El sargento ordenó descanso.

– Hoy no haremos gimnasia sueca -dijo, provocando un murmullo de entusiasmo que atajó en el acto-: ¡Pero si creéis que en vez de gimnasia habrá partido de fútbol o alguna carrerita de esas para mariquitas esprintadores, estáis muy equivocados! ¡A más de uno se le van a caer los cojones por los suelos cuando sepa lo que le espera!

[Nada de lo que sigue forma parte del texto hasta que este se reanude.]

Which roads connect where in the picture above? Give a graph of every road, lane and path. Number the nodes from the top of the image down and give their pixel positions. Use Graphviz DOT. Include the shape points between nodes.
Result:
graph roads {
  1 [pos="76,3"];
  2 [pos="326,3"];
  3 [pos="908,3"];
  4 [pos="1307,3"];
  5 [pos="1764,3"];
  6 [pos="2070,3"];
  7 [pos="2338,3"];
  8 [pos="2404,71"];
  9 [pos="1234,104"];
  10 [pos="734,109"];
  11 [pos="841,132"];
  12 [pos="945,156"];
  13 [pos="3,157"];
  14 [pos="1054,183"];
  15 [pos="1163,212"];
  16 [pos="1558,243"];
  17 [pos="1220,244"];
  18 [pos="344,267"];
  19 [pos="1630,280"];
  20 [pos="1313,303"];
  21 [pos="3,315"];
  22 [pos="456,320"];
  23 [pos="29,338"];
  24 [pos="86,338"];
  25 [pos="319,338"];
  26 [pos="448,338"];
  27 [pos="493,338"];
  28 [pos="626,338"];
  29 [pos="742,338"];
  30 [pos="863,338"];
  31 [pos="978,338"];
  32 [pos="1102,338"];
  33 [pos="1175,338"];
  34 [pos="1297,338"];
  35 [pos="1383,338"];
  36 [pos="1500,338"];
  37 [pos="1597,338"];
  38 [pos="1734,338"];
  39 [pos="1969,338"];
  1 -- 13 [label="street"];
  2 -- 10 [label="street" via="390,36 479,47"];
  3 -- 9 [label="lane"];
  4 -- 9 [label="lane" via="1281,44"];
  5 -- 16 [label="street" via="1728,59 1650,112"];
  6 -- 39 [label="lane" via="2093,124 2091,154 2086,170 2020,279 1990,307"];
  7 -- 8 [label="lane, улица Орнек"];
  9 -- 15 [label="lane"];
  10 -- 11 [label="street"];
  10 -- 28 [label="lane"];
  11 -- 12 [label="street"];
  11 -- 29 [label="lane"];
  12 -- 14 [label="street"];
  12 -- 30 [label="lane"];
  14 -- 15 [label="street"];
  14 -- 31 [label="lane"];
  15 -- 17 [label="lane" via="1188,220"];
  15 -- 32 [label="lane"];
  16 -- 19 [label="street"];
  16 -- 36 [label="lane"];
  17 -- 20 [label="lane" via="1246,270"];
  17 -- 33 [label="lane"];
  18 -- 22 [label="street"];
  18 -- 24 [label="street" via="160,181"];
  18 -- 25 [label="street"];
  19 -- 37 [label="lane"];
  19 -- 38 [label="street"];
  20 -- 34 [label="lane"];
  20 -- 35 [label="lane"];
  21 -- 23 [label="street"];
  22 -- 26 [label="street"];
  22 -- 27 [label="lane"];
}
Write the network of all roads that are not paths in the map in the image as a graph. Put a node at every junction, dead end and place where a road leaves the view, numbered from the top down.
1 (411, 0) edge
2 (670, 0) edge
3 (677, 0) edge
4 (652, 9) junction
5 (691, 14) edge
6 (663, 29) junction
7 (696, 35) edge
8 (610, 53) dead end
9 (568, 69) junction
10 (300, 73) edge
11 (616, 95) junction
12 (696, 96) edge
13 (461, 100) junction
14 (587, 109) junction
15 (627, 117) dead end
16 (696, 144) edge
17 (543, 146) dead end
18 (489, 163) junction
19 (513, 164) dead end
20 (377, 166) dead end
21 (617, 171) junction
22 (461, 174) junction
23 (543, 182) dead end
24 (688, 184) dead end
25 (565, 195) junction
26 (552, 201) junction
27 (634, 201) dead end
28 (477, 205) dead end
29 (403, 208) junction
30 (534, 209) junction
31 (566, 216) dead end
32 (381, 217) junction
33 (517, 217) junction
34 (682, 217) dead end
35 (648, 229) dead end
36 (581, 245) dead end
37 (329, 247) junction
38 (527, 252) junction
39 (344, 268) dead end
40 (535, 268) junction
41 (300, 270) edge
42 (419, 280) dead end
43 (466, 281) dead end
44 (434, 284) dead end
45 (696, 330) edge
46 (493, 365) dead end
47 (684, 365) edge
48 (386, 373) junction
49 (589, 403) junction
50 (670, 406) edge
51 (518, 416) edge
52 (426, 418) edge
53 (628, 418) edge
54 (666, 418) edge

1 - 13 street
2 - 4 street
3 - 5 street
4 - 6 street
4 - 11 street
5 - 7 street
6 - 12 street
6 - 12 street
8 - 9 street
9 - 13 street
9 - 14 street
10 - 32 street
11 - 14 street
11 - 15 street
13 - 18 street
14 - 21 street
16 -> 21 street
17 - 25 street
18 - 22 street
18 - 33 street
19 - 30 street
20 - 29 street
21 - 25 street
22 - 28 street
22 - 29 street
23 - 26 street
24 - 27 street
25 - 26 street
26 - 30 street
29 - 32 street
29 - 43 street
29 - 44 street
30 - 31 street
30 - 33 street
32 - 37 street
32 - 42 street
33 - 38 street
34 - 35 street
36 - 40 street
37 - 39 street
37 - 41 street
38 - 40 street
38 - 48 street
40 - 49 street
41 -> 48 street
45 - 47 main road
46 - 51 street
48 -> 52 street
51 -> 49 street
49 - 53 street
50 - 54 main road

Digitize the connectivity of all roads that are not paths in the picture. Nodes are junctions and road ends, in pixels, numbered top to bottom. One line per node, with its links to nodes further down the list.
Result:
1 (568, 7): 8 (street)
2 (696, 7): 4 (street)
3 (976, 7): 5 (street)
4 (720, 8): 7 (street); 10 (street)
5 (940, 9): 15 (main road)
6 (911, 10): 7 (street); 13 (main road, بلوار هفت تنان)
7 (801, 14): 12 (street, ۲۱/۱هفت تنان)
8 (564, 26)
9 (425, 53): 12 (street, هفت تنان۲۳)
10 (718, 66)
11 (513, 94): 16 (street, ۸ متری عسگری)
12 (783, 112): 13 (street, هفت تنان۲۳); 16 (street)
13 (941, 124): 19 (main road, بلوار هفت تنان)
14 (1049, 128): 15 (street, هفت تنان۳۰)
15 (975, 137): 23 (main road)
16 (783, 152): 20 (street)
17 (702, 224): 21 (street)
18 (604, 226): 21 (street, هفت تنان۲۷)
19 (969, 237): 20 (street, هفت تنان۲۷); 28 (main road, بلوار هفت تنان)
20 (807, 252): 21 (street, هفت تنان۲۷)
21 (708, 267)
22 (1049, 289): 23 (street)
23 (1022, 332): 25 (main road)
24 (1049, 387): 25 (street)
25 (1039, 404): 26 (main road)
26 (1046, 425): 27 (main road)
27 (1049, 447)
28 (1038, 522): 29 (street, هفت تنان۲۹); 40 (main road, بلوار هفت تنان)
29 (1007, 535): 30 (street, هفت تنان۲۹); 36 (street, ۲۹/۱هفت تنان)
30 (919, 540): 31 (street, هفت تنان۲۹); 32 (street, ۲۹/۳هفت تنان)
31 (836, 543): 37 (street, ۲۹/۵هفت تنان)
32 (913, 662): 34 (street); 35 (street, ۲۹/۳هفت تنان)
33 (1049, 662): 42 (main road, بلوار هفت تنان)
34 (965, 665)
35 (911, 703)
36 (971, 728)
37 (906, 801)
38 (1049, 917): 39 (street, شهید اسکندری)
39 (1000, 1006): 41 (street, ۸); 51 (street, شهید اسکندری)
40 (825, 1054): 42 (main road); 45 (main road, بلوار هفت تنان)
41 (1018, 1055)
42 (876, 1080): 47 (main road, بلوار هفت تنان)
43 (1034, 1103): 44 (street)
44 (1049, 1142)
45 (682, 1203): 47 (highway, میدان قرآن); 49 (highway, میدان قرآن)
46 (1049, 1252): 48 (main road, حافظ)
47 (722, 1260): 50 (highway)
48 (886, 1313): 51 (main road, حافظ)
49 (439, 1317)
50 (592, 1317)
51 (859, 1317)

Ellos ya habían reparado en la borrosa silueta que se alzaba a unos treinta metros, en la punta de una franja de tierra esponjosa y gris que, en su extremo opuesto, alcanzaba a las porquerizas. Más de uno pensó que era Carmencita madrugadora que mordisqueaba alguna raíz con la cabeza escondida entre las patas, rumiando su triste destino de cabra cuartelera. Para muchos, era el primer potro de gimnasia que veían en su vida, y todos sabían que su presencia aquí se debía a una gestión personal del teniente Bravo, su animoso instructor. Después de cursar diversas solicitudes a la Comandancia reclamando un aparato de gimnasia, cansado de esperar, el teniente había decidido adquirir este potro de segunda o tercera mano en un modesto gimnasio de Ceuta, pagándolo con su dinero y con la complicidad del sargento Lecha -aunque el sargento, que intervino en la compra como mediador, declararía más adelante, una vez consumada la tragedia, que el potro le pareció peligroso y traicionero desde el primer momento y que él intentó disuadir al teniente de su compra. El viejo potro se había pasado diez años tirado en una leñera del Monte Hacho, cojo y cubierto de polvo y telarañas, hasta que en 1949, de forma casual, dos legionarios que cumplían condena en la fortaleza por haber sido pillados en una garita besándose en la boca durante un relevo de guardia, en Larache, lo rescataron y le cambiaron la pata rota y empezaron a ejercitarse con él, convirtiéndose en consumados gimnastas, de tal modo que tres años después, al obtener la libertad y la licencia y habiendo decidido instalar un gimnasio en Ceuta, se llevaron el potro con ellos.